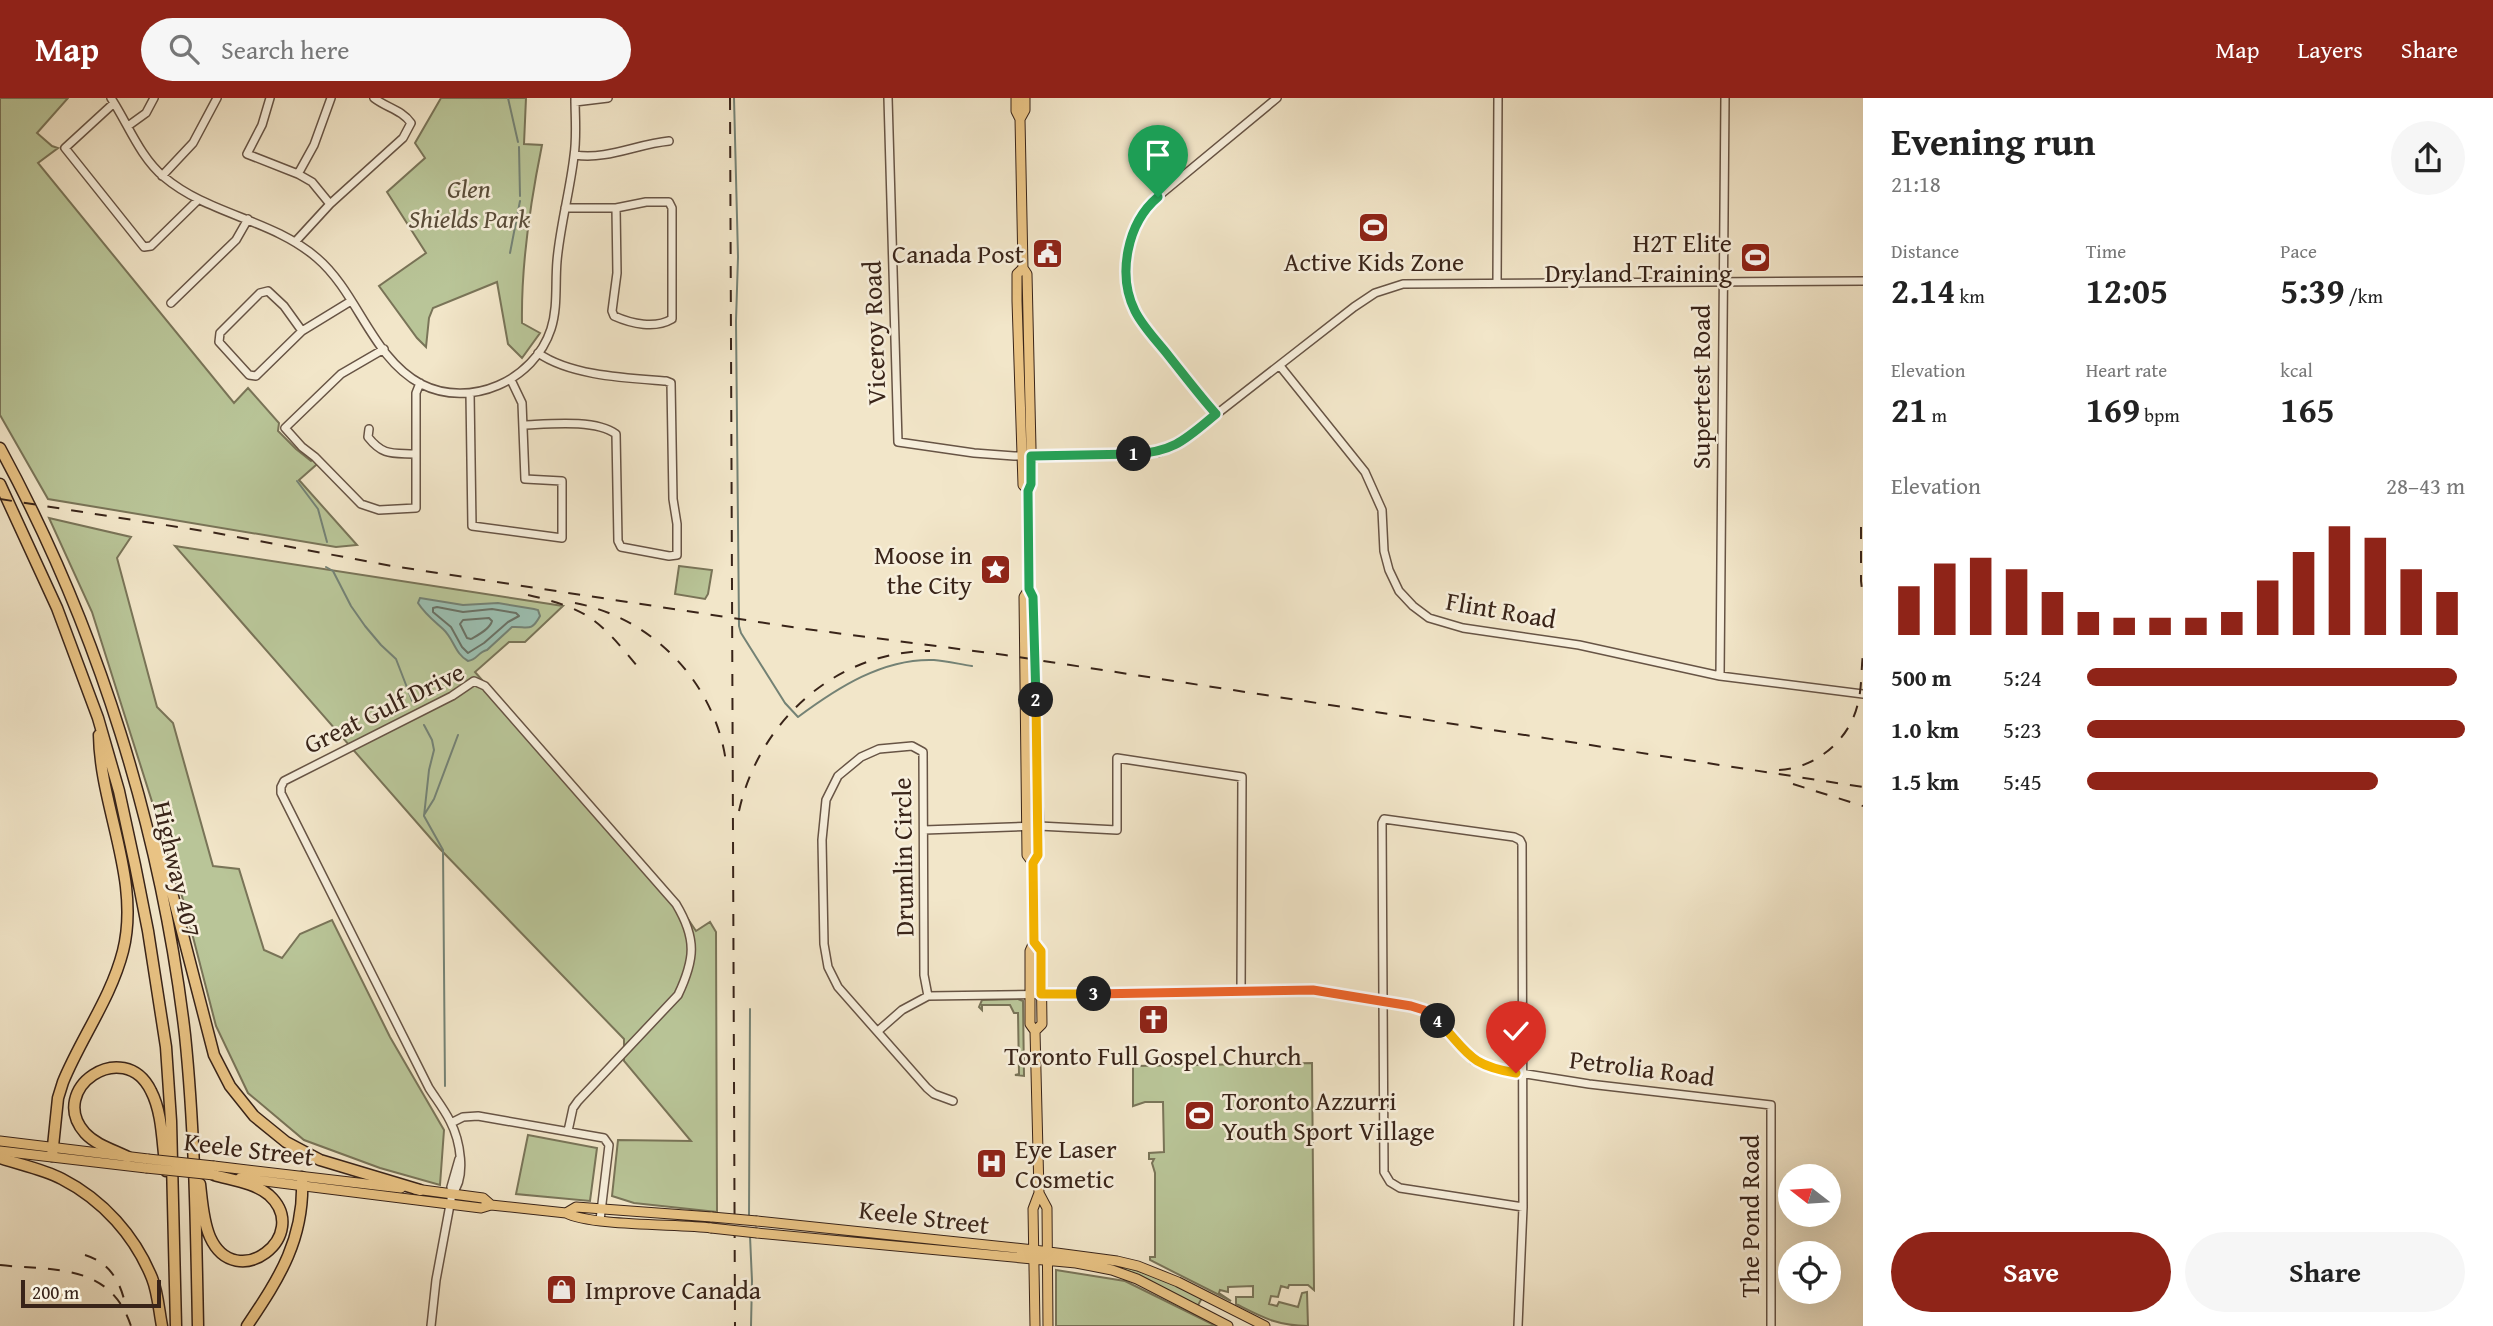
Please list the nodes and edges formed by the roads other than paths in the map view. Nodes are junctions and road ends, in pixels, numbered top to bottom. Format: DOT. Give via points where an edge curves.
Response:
graph roads {
  1 [pos="154,98"];
  2 [pos="217,98"];
  3 [pos="271,98"];
  4 [pos="331,98"];
  5 [pos="374,98"];
  6 [pos="608,98"];
  7 [pos="888,98"];
  8 [pos="1016,98"];
  9 [pos="1025,98"];
  10 [pos="1278,98"];
  11 [pos="1497,98"];
  12 [pos="1725,98"];
  13 [pos="113,100"];
  14 [pos="575,100"];
  15 [pos="1020,119"];
  16 [pos="128,126"];
  17 [pos="668,141"];
  18 [pos="575,155"];
  19 [pos="298,174"];
  20 [pos="162,176"];
  21 [pos="198,201"];
  22 [pos="330,204"];
  23 [pos="565,208"];
  24 [pos="616,208"];
  25 [pos="248,219"];
  26 [pos="296,241"];
  27 [pos="1024,268"];
  28 [pos="1722,281"];
  29 [pos="1863,281"];
  30 [pos="1497,282"];
  31 [pos="351,301"];
  32 [pos="1017,301"];
  33 [pos="1028,301"];
  34 [pos="172,303"];
  35 [pos="302,331"];
  36 [pos="384,349"];
  37 [pos="538,353"];
  38 [pos="1280,366"];
  39 [pos="511,380"];
  40 [pos="420,383"];
  41 [pos="470,393"];
  42 [pos="1216,414"];
  43 [pos="524,425"];
  44 [pos="369,429"];
  45 [pos="0,447"];
  46 [pos="414,454"];
  47 [pos="1027,456"];
  48 [pos="0,484"];
  49 [pos="1720,676"];
  50 [pos="1863,694"];
  51 [pos="98,718"];
  52 [pos="1033,827"];
  53 [pos="924,830"];
  54 [pos="148,833"];
  55 [pos="1034,942"];
  56 [pos="1241,991"];
  57 [pos="1030,994"];
  58 [pos="1041,994"];
  59 [pos="928,996"];
  60 [pos="1382,1001"];
  61 [pos="878,1031"];
  62 [pos="1035,1031"];
  63 [pos="1522,1073"];
  64 [pos="953,1101"];
  65 [pos="1770,1105"];
  66 [pos="451,1122"];
  67 [pos="568,1132"];
  68 [pos="0,1141"];
  69 [pos="193,1144"];
  70 [pos="0,1151"];
  71 [pos="52,1152"];
  72 [pos="128,1157"];
  73 [pos="0,1158"];
  74 [pos="147,1163"];
  75 [pos="214,1171"];
  76 [pos="302,1181"];
  77 [pos="419,1190"];
  78 [pos="1039,1193"];
  79 [pos="451,1199"];
  80 [pos="1523,1207"];
  81 [pos="602,1209"];
  82 [pos="173,1210"];
  83 [pos="566,1213"];
  84 [pos="600,1220"];
  85 [pos="1034,1254"];
  86 [pos="1047,1256"];
  87 [pos="1208,1297"];
  88 [pos="1200,1312"];
  89 [pos="162,1326"];
  90 [pos="176,1326"];
  91 [pos="198,1326"];
  92 [pos="247,1326"];
  93 [pos="431,1326"];
  94 [pos="1035,1326"];
  95 [pos="1048,1326"];
  96 [pos="1227,1326"];
  97 [pos="1265,1326"];
  98 [pos="1518,1326"];
  99 [pos="1771,1326"];
  1 -- 16 [label="street" via="146,113"];
  2 -- 20 [label="street" via="193,143"];
  3 -- 19 [label="street" via="247,154"];
  4 -- 19 [label="street"];
  5 -- 22 [label="street" via="404,113 411,122 408,131"];
  6 -- 14 [label="street"];
  7 -- 47 [label="street, Viceroy Road" via="898,442"];
  8 -- 15 [label="main road"];
  9 -- 15 [label="main road"];
  10 -- 42 [label="street" via="1155,199 1129,241 1126,266 1136,313"];
  11 -- 30 [label="street"];
  12 -- 28 [label="street, Supertest Road"];
  13 -- 16 [label="street"];
  13 -- 21 [label="street" via="65,148 144,247 151,246"];
  14 -- 18 [label="street"];
  15 -- 27 [label="main road"];
  16 -- 20 [label="street"];
  17 -- 18 [label="street" via="600,156"];
  18 -- 23 [label="street"];
  19 -- 22 [label="street" via="312,182"];
  20 -- 21 [label="street"];
  21 -- 25 [label="street"];
  22 -- 26 [label="street"];
  23 -- 24 [label="street"];
  23 -- 37 [label="street" via="555,310"];
  24 -- 24 [label="street" via="669,201 672,319 663,325 614,316"];
  25 -- 26 [label="street"];
  25 -- 34 [label="street" via="236,240"];
  26 -- 31 [label="street" via="324,264"];
  27 -- 32 [label="main road" via="1017,274"];
  27 -- 33 [label="main road"];
  28 -- 29 [label="street"];
  28 -- 30 [label="street"];
  28 -- 49 [label="street, Supertest Road"];
  30 -- 38 [label="street" via="1403,284 1375,293"];
  31 -- 35 [label="street"];
  31 -- 36 [label="street"];
  32 -- 33 [label="main road"];
  32 -- 47 [label="main road"];
  33 -- 47 [label="main road"];
  35 -- 35 [label="street" via="256,376 219,342 220,333 260,293 268,291"];
  36 -- 40 [label="street"];
  36 -- 46 [label="street" via="341,374 285,428 361,505 379,510 416,508"];
  37 -- 39 [label="street"];
  37 -- 43 [label="street" via="567,368 671,383 677,555 621,547 618,541 617,434 576,425"];
  38 -- 42 [label="street"];
  38 -- 49 [label="street, Flint Road" via="1365,472 1382,510 1389,570 1399,591 1429,618"];
  39 -- 41 [label="street"];
  39 -- 43 [label="street" via="522,403"];
  40 -- 41 [label="street" via="444,392"];
  40 -- 46 [label="street"];
  41 -- 43 [label="street" via="472,526 562,538 562,481 525,479"];
  42 -- 47 [label="street" via="1177,445 1157,453"];
  44 -- 46 [label="street" via="368,437 376,448"];
  45 -- 54 [label="highway, Highway 407" via="69,589 111,701"];
  47 -- 52 [label="main road" via="1031,484 1029,589 1033,597"];
  48 -- 51 [label="highway, Highway 407" via="57,608"];
  49 -- 50 [label="street, Flint Road"];
  51 -- 71 [label="highway" via="99,764 120,856 127,921 117,974 63,1082"];
  51 -- 82 [label="highway, Highway 407" via="119,791 160,1001 169,1086"];
  52 -- 53 [label="street"];
  52 -- 55 [label="main road" via="1038,855 1033,863"];
  52 -- 56 [label="street" via="1117,830 1116,758 1242,777"];
  53 -- 59 [label="street, Drumlin Circle"];
  53 -- 61 [label="street, Drumlin Circle" via="923,752 912,746 879,749 861,757 838,776 826,800 822,840 825,956 838,987"];
  54 -- 69 [label="highway, Highway 407" via="181,1008"];
  54 -- 77 [label="highway" via="161,853 214,1055 230,1086 254,1116 286,1142 320,1160"];
  55 -- 57 [label="main road"];
  55 -- 58 [label="main road" via="1041,951"];
  56 -- 58 [label="street, Petrolia Road"];
  56 -- 60 [label="street, Petrolia Road" via="1313,990"];
  57 -- 58 [label="street, Petrolia Road"];
  57 -- 59 [label="street, Petrolia Road"];
  57 -- 62 [label="main road" via="1030,1024"];
  58 -- 62 [label="main road" via="1042,1024"];
  59 -- 61 [label="street"];
  60 -- 63 [label="street, Petrolia Road" via="1430,1014 1480,1064"];
  60 -- 63 [label="street" via="1384,819 1514,837 1521,842"];
  60 -- 80 [label="street" via="1382,1166 1386,1178 1405,1190"];
  61 -- 64 [label="street" via="927,1088"];
  62 -- 78 [label="main road"];
  63 -- 65 [label="street, Petrolia Road"];
  63 -- 80 [label="street"];
  65 -- 99 [label="street, The Pond Road"];
  66 -- 67 [label="street" via="478,1116"];
  66 -- 67 [label="street, Great Gulf Drive" via="429,1088 281,787 284,781 474,681 485,686 676,904 691,934 687,976 678,995 578,1101"];
  66 -- 79 [label="street, Great Gulf Drive" via="459,1159"];
  67 -- 81 [label="street" via="604,1138 609,1145"];
  68 -- 71 [label="main road, Keele Street"];
  69 -- 75 [label="highway" via="210,1238 226,1257 257,1259 279,1238 278,1207 264,1191"];
  69 -- 91 [label="highway, Highway 407"];
  70 -- 71 [label="main road, Keele Street"];
  71 -- 72 [label="main road, Keele Street"];
  71 -- 74 [label="main road, Keele Street"];
  72 -- 74 [label="main road, Keele Street"];
  72 -- 82 [label="highway" via="95,1141 78,1122 78,1093 96,1071 127,1069 152,1091"];
  73 -- 89 [label="highway" via="62,1179 90,1196 118,1222 153,1280"];
  74 -- 75 [label="main road, Keele Street, bridge"];
  75 -- 76 [label="main road, Keele Street"];
  76 -- 77 [label="main road, Keele Street"];
  76 -- 79 [label="main road, Keele Street"];
  76 -- 92 [label="highway" via="291,1252"];
  77 -- 79 [label="main road, Keele Street"];
  78 -- 85 [label="main road" via="1034,1209"];
  78 -- 86 [label="main road" via="1046,1208"];
  79 -- 83 [label="main road, Keele Street" via="483,1198 491,1205"];
  79 -- 93 [label="street, Great Gulf Drive"];
  80 -- 98 [label="street"];
  81 -- 83 [label="main road, Keele Street" via="576,1207"];
  81 -- 84 [label="street"];
  81 -- 85 [label="main road, Keele Street, bridge" via="757,1221"];
  82 -- 90 [label="highway, Highway 407"];
  83 -- 84 [label="main road, Keele Street"];
  84 -- 85 [label="main road, Keele Street, bridge"];
  85 -- 86 [label="main road, Keele Street"];
  85 -- 94 [label="main road"];
  86 -- 87 [label="main road, Keele Street" via="1138,1266"];
  86 -- 88 [label="main road, Keele Street" via="1124,1274"];
  86 -- 95 [label="main road"];
  87 -- 88 [label="main road"];
  87 -- 97 [label="main road, Keele Street"];
  88 -- 96 [label="main road, Keele Street"];
}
-------------------------
What the task asks:
Find the lines in the entries above where "Supertest" occurs, and copy each of them.

Response to this task:
  12 -- 28 [label="street, Supertest Road"];
  28 -- 49 [label="street, Supertest Road"];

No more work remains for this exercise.